Занавески в горох

 

Занавески в горох В старом доме были белые занавески в синий горох. Окно под ними стучало по ночам. – Ток-ток-ток, – говорили деревянные рамы, дрожали от стылых стекол. Мне было страшно, когда я

В старом доме были белые занавески в синий горох. Окно под ними стучало по ночам.
– Ток-ток-ток, – говорили деревянные рамы, дрожали от стылых стекол.
Мне было страшно, когда я спала в комнате с этими занавесками, с этим окном.

Я знала, что в занавесках прячется маленький Кучук. И ему по душе синие горошки. Он в них народился, как бобы по осени.

Никто не верил в маленького Кучука. Все говорили, что я выдумала его.
А он приходил в особенно холодные вечера и оставался спать на полу рядом с моим диваном. Мы почти не говорили.

Кучук кряхтел и бормотал о грустной жизни своей и прислонял к печи серую мохнатую жопку. Печь была хорошо побелена, потому Кучукин зад вскоре становился совсем седой. Но он не замечал, грелся и ухал, как сытая дворовая псина.

Я хоть и боялась Кучука, все равно выглядывала в щелочку из-под одеяла и украдкой разглядывала его. Он делал вид, что меня не замечает.
Но однажды Кучук сел на подоконник, прижал лапки к ледяному стеклу и завел разговор сам с собой. А я все слышала и все запомнила.

– Дом мой старый, дом мой нездоровый. Чинят тебя Чинят. Красят тебя Красят. Но не люблю, когда занавески стирают, а скоро субботний день. Вынут тазы, станут полоскать… Горохи мои смываются с каждым разом. Скоро вылиняют совсем. И не станет меня. А так бы хоть клочок остался, хоть малый кусочек! Я бы в нем жил и не жаловался…

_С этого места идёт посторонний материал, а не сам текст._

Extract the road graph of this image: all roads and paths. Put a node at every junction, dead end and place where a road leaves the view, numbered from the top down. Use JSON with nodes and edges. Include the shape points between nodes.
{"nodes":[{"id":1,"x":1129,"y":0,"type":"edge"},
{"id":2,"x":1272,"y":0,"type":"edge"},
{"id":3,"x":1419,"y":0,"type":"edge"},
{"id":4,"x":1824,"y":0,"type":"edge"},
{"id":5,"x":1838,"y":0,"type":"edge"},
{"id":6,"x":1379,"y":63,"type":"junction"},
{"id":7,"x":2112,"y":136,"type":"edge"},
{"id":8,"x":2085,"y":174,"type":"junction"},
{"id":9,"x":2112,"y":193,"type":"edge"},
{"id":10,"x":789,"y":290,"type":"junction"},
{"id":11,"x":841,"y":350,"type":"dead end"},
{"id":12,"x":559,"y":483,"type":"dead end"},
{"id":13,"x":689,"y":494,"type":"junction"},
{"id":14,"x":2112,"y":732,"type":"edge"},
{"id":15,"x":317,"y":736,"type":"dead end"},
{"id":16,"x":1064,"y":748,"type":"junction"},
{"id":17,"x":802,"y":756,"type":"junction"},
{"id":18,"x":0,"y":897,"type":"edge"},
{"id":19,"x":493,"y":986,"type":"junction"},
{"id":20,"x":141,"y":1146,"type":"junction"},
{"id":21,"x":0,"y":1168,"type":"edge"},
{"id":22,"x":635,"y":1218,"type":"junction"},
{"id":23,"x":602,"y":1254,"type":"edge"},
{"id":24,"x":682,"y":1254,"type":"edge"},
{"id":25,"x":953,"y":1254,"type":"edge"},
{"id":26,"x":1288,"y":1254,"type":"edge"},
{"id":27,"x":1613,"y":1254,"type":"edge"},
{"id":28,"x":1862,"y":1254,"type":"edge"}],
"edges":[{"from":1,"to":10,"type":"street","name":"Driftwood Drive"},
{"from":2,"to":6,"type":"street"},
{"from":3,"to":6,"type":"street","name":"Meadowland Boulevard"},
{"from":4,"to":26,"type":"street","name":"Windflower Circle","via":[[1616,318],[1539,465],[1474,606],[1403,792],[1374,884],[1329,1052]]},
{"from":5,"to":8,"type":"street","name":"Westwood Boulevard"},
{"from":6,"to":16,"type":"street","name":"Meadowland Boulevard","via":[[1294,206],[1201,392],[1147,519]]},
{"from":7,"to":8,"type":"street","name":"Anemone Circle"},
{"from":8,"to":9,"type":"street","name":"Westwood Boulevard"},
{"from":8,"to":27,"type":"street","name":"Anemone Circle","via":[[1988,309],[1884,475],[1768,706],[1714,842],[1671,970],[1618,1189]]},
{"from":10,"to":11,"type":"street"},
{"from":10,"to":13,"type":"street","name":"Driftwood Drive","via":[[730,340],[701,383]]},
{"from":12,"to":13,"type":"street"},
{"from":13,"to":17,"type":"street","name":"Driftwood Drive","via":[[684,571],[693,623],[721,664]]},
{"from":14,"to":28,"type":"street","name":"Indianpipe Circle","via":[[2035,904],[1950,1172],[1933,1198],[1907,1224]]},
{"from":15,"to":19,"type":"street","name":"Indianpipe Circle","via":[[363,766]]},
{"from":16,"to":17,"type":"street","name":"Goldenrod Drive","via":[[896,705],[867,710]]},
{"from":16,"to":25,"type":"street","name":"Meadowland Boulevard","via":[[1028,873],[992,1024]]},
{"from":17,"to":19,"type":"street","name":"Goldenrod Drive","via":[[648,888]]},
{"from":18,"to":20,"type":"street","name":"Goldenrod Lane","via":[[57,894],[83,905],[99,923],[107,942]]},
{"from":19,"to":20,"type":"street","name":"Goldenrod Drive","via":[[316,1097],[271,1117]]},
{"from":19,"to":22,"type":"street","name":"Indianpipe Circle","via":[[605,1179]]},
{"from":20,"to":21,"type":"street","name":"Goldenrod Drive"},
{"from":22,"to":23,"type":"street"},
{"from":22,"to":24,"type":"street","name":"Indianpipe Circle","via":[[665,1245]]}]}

Маленький Кучук погладил пальцем занавеску и вылетел в окно. Я лежала, завернутая в одеяло, грелась и не хотела наружу. Маленький Кучук был другой, он меня пугал. Но очень жалко его стало.

 

Я зажмурилась и высунула пятку из-под одеяла. Потом вылезла вся. Пошла на цыпочках к письменному столу, выдвинула ящик, взяла ножницы. Одним прыжком скакнула к подоконнику, быстро-быстро поклацала занавеску, скомкала неровный клок и бегом обратно на диван кутаться. Дрожала долго, уснуть не могла.

На другие ночи было тихо, рамы не стучали, Кучук не приходил. Я забоялась было, что убила его. Но нет – вернулся он на третью ночь. Встал у моего дивана и запел низким густым голосом:
– Горохи-горошки, ситцевые крошки,
Снежные нитки, пустые пожитки…

Потом откашлялся, присел на коврик рядом. Сказал:
– Большая у меня была жилплощадь – две занавески, это почти два квадратных метра. Большая, но ненадежная. Теперь, девочка, у меня крошечная комнатка из твоего лоскута. Но зато не выгонит никто. Найду старых простыней, подошью, горохи нарисую…

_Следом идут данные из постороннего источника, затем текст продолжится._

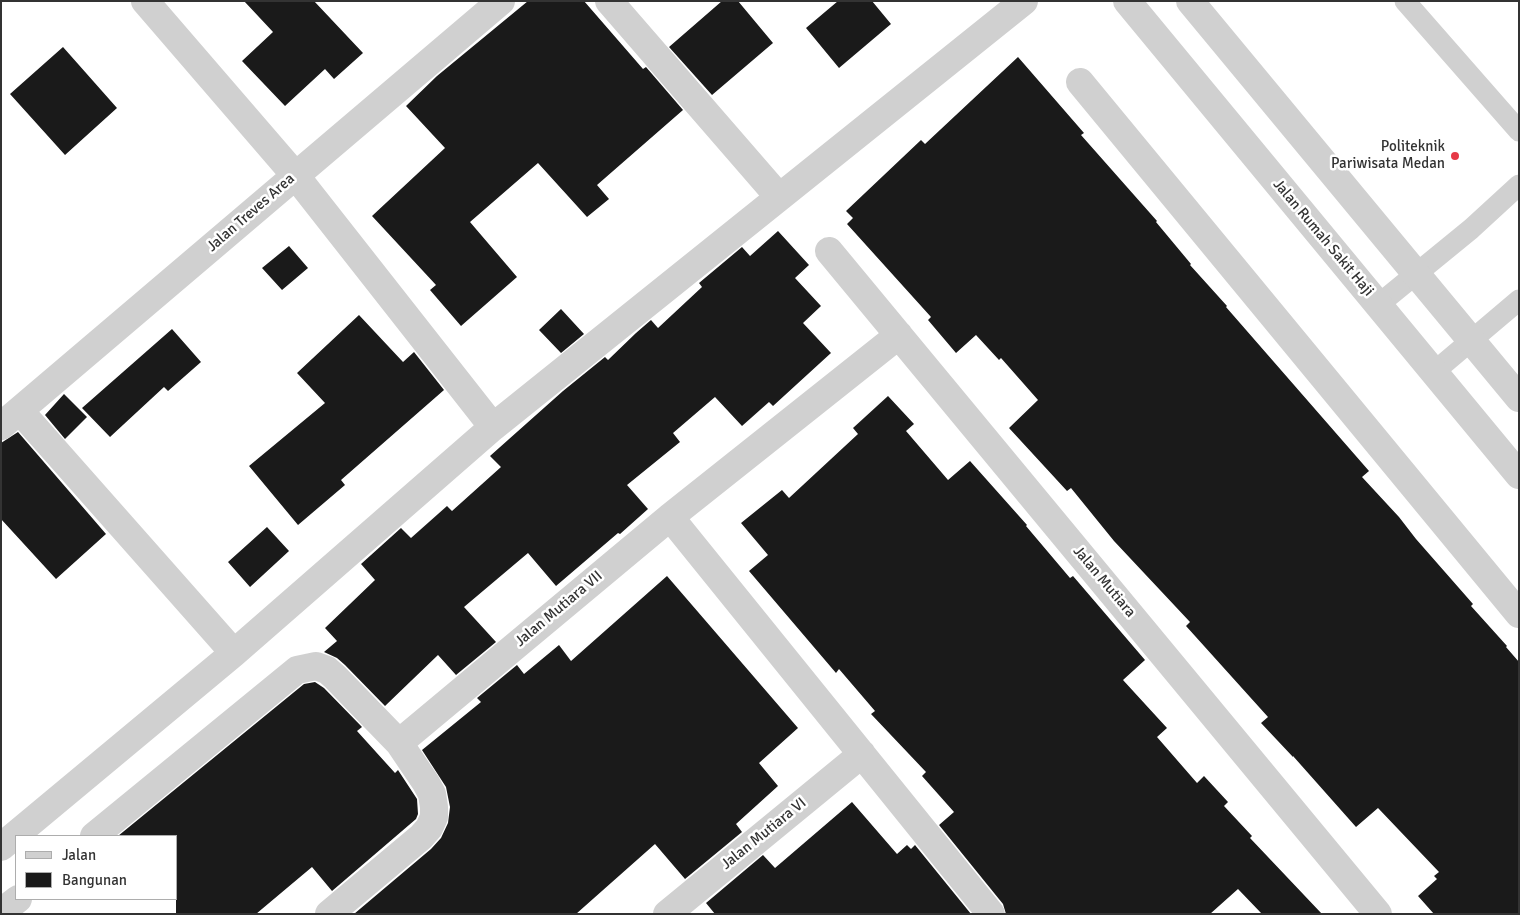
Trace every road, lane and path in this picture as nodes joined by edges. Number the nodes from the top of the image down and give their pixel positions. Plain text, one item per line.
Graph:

Я быстро высунула из-под одеяла руку с лоскутом, Кучук взял его, аккуратно свернул и спрятал. Подошел к столу, вынул из пачки мой синий фломастер. Ушел. Больше я его не видела. И фломастер тоже.

Баба мне потом за занавески такой нагоняй выписала! Но я не плакала.
Спокойнее стало без Кучука ночами спать. Но как-то скучнее что ли.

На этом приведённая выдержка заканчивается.